**What is being asked:**
Using the data below, determine the number of lines that include the string "Avenue". Write only that number.

**Material shown:**
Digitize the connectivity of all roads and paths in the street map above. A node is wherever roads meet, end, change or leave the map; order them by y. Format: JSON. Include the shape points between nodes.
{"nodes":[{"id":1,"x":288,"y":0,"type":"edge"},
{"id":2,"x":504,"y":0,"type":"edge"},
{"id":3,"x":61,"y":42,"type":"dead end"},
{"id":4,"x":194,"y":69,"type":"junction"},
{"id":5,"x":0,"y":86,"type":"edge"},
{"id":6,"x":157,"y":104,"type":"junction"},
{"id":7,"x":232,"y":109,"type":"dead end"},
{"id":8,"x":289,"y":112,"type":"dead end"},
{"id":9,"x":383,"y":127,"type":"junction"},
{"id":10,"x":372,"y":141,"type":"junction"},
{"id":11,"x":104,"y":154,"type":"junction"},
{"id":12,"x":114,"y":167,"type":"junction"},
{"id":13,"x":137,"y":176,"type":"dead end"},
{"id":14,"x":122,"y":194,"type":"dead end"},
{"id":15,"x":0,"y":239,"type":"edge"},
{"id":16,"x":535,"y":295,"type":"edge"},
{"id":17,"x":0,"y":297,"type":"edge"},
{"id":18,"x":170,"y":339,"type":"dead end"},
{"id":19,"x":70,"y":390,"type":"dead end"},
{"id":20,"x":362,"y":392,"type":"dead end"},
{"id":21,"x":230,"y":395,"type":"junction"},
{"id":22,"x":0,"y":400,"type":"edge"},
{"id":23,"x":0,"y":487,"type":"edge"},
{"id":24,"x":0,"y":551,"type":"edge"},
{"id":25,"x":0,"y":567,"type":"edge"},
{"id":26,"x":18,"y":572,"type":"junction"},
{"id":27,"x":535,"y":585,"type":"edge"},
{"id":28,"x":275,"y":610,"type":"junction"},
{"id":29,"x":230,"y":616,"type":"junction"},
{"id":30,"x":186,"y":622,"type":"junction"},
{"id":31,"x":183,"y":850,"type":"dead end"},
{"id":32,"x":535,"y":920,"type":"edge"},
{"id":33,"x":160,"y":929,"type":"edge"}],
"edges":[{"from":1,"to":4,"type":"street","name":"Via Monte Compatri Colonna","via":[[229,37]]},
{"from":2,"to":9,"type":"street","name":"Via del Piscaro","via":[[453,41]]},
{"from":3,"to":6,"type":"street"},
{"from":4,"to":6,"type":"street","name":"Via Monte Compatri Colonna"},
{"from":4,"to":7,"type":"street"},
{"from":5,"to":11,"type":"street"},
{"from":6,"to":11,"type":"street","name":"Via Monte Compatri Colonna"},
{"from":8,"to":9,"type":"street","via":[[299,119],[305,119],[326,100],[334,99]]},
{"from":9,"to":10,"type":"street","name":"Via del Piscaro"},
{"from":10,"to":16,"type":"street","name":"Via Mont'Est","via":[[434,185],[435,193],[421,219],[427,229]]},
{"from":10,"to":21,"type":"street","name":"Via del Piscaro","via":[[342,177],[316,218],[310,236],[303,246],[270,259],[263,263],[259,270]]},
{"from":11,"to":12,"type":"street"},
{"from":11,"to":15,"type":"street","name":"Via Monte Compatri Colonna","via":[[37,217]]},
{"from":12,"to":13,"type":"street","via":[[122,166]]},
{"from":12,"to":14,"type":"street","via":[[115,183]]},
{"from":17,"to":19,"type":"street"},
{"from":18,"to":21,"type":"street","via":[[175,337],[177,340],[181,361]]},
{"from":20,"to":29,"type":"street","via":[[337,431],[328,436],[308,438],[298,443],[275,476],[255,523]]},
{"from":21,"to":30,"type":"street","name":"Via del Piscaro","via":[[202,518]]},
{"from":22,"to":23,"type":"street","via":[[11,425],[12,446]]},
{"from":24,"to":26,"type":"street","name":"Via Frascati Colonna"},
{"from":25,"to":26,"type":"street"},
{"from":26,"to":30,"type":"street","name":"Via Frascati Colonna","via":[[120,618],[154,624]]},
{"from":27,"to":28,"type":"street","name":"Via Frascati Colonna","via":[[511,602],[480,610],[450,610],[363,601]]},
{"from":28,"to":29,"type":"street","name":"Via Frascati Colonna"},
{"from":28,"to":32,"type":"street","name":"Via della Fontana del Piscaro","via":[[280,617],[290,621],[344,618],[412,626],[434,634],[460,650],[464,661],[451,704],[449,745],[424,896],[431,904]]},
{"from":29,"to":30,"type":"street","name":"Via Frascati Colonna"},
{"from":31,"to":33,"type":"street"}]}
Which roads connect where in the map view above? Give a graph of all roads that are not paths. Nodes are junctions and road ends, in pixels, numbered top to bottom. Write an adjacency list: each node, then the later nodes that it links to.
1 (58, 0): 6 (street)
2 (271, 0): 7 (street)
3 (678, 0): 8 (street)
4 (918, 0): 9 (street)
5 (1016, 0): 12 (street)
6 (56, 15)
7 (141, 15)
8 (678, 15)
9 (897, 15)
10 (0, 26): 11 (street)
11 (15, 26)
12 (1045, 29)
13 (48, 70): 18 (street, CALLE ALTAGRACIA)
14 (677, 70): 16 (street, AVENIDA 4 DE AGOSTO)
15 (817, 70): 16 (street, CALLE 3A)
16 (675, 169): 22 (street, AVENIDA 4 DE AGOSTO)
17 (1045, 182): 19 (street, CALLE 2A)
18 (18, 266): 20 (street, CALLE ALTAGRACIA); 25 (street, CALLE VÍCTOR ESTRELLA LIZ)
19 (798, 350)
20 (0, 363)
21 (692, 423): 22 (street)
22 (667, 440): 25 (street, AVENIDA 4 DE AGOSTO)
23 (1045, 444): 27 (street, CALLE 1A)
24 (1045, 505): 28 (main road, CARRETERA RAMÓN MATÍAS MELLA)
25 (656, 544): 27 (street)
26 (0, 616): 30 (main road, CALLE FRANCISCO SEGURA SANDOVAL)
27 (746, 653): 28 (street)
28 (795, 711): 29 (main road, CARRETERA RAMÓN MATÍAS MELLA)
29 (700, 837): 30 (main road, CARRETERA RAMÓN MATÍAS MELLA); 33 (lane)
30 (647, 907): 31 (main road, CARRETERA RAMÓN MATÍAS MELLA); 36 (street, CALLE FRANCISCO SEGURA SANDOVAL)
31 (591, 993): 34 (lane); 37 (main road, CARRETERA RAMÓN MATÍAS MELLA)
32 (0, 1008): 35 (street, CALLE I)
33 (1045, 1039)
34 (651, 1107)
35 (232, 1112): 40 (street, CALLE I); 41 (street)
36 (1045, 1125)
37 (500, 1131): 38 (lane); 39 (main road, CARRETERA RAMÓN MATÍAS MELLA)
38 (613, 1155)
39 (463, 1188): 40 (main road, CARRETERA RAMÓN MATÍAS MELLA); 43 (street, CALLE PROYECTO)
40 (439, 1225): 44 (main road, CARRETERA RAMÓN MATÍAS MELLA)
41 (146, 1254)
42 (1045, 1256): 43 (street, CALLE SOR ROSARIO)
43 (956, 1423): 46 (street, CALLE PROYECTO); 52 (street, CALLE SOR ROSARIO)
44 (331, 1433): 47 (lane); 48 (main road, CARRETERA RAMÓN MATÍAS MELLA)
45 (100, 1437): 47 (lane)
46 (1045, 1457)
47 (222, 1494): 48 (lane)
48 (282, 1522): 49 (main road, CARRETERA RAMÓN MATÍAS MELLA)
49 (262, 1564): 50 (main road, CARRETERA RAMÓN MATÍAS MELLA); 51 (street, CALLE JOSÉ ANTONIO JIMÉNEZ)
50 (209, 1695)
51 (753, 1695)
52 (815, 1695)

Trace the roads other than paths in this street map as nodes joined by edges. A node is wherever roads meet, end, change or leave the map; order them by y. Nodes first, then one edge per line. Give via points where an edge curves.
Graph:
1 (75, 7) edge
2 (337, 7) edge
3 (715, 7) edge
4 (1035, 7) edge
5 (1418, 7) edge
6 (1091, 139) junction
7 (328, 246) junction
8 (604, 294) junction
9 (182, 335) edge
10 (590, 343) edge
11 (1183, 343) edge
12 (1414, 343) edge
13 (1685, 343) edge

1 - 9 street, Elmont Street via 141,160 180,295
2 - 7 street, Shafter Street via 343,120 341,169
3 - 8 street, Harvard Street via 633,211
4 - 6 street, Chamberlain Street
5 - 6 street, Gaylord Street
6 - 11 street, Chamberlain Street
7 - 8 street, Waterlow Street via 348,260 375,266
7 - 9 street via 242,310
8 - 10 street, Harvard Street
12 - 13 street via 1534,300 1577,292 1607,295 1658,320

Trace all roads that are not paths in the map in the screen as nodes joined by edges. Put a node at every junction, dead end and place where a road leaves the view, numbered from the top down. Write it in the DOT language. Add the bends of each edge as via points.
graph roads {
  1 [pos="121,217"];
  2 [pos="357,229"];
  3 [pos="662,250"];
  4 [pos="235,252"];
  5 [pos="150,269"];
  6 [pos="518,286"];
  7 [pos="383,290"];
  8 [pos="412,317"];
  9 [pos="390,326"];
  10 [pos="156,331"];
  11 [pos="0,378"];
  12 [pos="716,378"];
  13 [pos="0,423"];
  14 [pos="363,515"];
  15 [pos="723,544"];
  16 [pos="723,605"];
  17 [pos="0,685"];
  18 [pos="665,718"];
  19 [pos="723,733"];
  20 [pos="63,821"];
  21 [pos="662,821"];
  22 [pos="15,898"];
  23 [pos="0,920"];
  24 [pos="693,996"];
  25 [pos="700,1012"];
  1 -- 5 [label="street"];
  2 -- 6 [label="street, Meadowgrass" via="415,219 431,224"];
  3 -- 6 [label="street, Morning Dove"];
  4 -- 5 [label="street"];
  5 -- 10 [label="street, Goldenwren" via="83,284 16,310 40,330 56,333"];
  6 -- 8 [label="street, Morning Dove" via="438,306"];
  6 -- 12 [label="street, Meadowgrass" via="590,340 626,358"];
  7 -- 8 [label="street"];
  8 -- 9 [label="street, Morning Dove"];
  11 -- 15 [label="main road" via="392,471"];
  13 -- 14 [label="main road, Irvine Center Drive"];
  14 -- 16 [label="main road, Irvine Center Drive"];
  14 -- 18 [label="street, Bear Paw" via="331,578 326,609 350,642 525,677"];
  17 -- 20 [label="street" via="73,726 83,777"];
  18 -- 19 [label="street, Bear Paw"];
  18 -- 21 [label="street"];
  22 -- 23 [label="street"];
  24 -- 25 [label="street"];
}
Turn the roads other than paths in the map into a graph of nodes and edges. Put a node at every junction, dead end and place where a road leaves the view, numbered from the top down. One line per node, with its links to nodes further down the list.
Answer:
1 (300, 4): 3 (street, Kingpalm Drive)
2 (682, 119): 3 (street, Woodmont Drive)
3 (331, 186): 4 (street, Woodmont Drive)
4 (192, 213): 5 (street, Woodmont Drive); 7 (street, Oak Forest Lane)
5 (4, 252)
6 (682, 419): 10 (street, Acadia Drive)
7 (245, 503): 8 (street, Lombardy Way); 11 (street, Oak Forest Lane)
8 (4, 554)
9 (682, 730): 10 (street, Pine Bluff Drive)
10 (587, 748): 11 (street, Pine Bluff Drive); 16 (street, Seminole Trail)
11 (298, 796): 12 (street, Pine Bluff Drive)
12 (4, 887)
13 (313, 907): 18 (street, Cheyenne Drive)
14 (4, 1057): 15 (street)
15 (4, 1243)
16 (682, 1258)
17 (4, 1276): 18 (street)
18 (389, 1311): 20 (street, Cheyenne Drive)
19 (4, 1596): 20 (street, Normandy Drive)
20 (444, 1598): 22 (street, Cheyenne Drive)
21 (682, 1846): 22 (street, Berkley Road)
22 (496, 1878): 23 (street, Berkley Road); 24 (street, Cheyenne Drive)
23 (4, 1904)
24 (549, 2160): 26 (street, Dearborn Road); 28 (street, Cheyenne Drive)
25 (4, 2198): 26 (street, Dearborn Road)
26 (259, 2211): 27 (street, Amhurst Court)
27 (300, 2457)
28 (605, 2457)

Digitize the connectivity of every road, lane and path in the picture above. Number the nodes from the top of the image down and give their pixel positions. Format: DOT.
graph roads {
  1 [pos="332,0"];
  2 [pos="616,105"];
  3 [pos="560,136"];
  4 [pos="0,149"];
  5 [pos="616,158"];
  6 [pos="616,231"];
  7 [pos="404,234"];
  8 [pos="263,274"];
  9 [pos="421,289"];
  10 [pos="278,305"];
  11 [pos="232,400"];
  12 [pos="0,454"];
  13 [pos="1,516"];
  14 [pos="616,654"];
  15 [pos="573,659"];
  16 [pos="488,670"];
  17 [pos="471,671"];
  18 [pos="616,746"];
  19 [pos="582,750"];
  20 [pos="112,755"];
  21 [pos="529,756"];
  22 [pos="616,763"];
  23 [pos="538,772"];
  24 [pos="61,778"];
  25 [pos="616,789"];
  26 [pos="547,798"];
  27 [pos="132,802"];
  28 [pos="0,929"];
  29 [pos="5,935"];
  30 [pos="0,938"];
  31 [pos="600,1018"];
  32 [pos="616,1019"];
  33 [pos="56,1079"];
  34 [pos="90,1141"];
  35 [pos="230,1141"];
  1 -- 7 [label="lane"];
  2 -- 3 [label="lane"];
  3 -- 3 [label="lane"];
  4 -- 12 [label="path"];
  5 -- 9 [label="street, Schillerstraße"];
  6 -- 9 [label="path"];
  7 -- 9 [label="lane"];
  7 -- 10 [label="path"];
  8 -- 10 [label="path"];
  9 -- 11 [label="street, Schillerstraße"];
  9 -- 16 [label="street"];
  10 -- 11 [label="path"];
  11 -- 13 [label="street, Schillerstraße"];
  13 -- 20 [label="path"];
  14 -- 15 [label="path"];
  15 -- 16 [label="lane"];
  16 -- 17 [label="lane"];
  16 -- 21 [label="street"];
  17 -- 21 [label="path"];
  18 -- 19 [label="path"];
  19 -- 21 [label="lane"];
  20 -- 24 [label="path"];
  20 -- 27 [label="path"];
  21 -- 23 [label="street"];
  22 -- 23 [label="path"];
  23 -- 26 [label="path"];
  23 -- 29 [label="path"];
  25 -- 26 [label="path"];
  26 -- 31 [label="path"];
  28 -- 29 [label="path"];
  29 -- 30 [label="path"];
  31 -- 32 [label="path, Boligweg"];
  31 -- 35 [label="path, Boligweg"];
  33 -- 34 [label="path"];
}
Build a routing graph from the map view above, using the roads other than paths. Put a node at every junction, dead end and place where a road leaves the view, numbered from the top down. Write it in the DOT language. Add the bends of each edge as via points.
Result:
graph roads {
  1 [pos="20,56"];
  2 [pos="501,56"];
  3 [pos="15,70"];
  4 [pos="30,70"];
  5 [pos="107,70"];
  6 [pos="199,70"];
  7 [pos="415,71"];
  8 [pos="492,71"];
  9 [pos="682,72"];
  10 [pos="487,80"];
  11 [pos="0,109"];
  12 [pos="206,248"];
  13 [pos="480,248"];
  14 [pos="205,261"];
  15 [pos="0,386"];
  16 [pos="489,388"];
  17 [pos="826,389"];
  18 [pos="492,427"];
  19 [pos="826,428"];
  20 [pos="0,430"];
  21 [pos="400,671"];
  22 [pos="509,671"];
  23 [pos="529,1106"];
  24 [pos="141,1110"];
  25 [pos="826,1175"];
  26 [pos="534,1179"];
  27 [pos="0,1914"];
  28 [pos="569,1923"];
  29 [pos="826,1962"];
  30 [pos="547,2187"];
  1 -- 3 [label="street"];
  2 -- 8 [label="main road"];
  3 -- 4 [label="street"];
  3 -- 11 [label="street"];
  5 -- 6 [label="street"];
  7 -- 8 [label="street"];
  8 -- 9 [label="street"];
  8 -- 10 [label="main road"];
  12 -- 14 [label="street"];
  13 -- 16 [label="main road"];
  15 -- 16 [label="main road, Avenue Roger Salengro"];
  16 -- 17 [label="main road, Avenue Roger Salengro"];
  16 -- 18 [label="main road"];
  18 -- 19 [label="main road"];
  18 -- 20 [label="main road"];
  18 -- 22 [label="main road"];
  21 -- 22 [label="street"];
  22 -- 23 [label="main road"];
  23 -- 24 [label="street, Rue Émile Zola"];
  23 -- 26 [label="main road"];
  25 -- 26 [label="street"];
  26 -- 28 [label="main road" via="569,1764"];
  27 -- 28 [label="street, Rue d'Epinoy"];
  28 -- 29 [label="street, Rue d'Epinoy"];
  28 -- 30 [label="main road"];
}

**Result of the exercise:**
2